Représenter des impasses comme la difficulté de décision, comme l'indécision qui implique en une impossibilité de réaliser, constitue le paradoxe représenté par la polarisation. Certaines impasses sociales et philosophiques peuvent être considérées en prenant l’âne, le baudet, comme métaphore inspirante.

Dans la fable des Baudets Astucieux, ceux-ci sont tous deux attachés par une courte corde et voient deux bottes de foin dans des directions opposées, ils essayent de les manger et se retrouvent paralysés par la corde tendue, qu’ils tirent par les extrémités auxquelles ils sont attachés - chacun veut réaliser ses motivations, assouvir sa faim.
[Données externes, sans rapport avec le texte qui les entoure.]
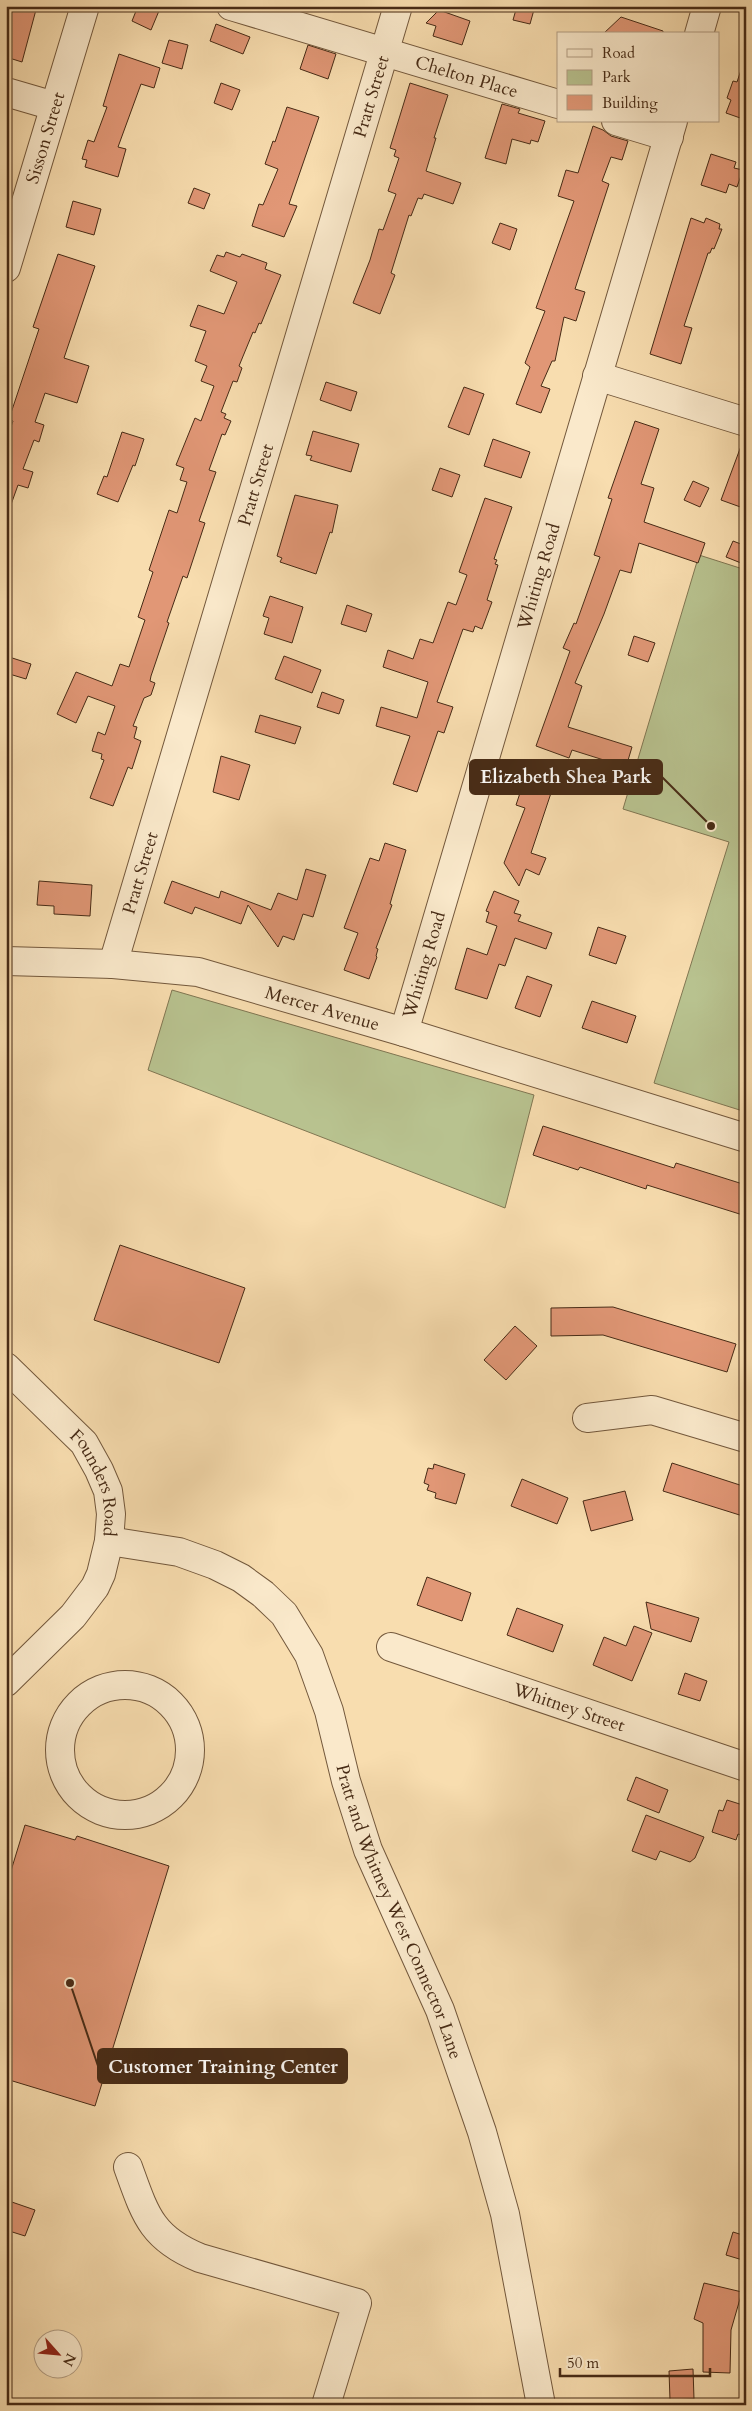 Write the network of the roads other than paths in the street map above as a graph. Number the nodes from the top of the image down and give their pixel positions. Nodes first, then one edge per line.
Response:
1 (85, 6) edge
2 (231, 6) edge
3 (398, 6) edge
4 (707, 6) edge
5 (700, 32) edge
6 (384, 52) junction
7 (6, 92) edge
8 (557, 104) edge
9 (54, 106) junction
10 (623, 122) edge
11 (671, 129) edge
12 (6, 268) edge
13 (597, 376) junction
14 (746, 422) edge
15 (6, 961) edge
16 (113, 964) junction
17 (404, 1032) junction
18 (746, 1138) edge
19 (6, 1367) edge
20 (587, 1418) dead end
21 (746, 1438) edge
22 (109, 1541) junction
23 (391, 1647) dead end
24 (6, 1682) edge
25 (746, 1767) edge
26 (135, 1815) joint
27 (128, 2167) dead end
28 (326, 2405) edge
29 (541, 2405) edge

1 - 9 street, Sisson Street
2 - 6 street, Chelton Place
3 - 6 street, Pratt Street
4 - 5 street
6 - 8 street, Chelton Place
6 - 16 street, Pratt Street
7 - 9 street
9 - 12 street, Sisson Street
10 - 11 street
11 - 13 street, Whiting Road
13 - 14 street
13 - 17 street, Whiting Road
15 - 16 street, Mercer Avenue
16 - 17 street, Mercer Avenue
17 - 18 street, Mercer Avenue
19 - 22 street, Founders Road
20 - 21 street
22 - 24 street, Founders Road
22 - 29 street, Pratt and Whitney West Connector Lane
23 - 25 street, Whitney Street
26 - 26 street
27 - 28 street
Cherchant à atteindre le foin, l'herbe, ils luttent sans y arriver, sans se rendre compte qu'ils sont attachés au même licou, à la même corde. Ils trouvent la solution en allant ensemble vers l’une des bottes de foin.

Un engagement générateur de polarisation, de conflits et de luttes qui ne peuvent être résolues que lorsque les nœuds sont détachés, lorsque ce qui retient et sépare est supprimé. Être libre, c'est pouvoir suivre ses propres chemins et ne pas être induit, manipulé par la faim, par les besoins contingents, parcourant des chemins prédéterminés et restreints.

On attribue au philosophe Buridan (XIVe siècle) la discussion sur le libre-arbitre exprimée dans le paradoxe connu comme l’Âne de Buridan : l’image d’un âne qui, ressentant à la fois la faim et la soif, hésite entre la botte de foin et le baril d'eau, incapable de se décider pour l'un ou l'autre, et finissant par mourir. C'est un exemple de l'incapacité de se décider entre deux comportements lorsqu'on se sent motivé en faveur de l'un et de l'autre.

L’âne est aussi un personnage biblique illuminé par l’entrée triomphale à Jérusalem portant Jésus, et c’est également la classique « bête de somme », le têtu, celui dont on considère qu’il a du mal à assimiler, à apprendre, et le mode de transport résistant et habituel des Palestiniens, des Arabes et des habitants du Nord-est du Brésil.

Il n'y a pas de polarisation, il n'y a pas d'antagonismes lorsque les possibilités sont envisagées. Les polarisations découlent d'une fragmentation magnétisée. Réunir des morceaux, des débris, engendre des pôles de cohésion indépendants de ce qui se passe, car ils sont déterminés au préalable par des intérêts étrangers aux antagonismes en eux-mêmes. La polarisation est toujours un artifice qui cache d’autres réalités, c’est créer un faux antagonisme et établir ainsi des lieux considérés comme bons et mauvais, variant selon ce qui est observé. Cette apparente réalité quantique retranche des densités, des particularités et englobe tout, procurant d’autres visualisations, d’autres finalités. Il n'y a pas le bien et le mal, il n'y a pas la "droite" ou la "gauche” ; ce qui existe, c'est une continuité phénoménique de variations qui ne peuvent pas être réduites à des dilemmes. Il faut sortir de la polarisation pour trouver les données, les continuums processuels.

Dans le cas du Brésil, et des récentes polarisations politiques, la question n'est pas le bien ou le mal. La question est de savoir ce qui va permettre l'égalité, la liberté ou ce qui ne va pas les permettre. C’est ce qui ne va pas accroître les discriminations ethniques, sociales, sexuelles et économiques. C’est ce qui va permettre d’être avec l’autre en tant que liberté d’aller et venir, sans ruptures dues à des heurts ou à des entraves. Cette constatation nous évite de tomber dans des immobilisations comme celles des Baudets Astucieux et de l'Âne de Buridan.

Lutter pour la démocratie, pour la répartition égalitaire de droits et de devoirs, est ce qui est exigé. Les clichés, les demi-vérités et les lois qui permettent de choisir qui meurt, qui vit, qui est un humain, qui est un ver, qui est un parasite, engendrent toujours des camps de concentration, des camps d'extermination, des camps de torture. Il faut des actions contraires, de la lucidité et une lutte constante pour le maintien des conquêtes civilisationnelles et l'éradication de la barbarie.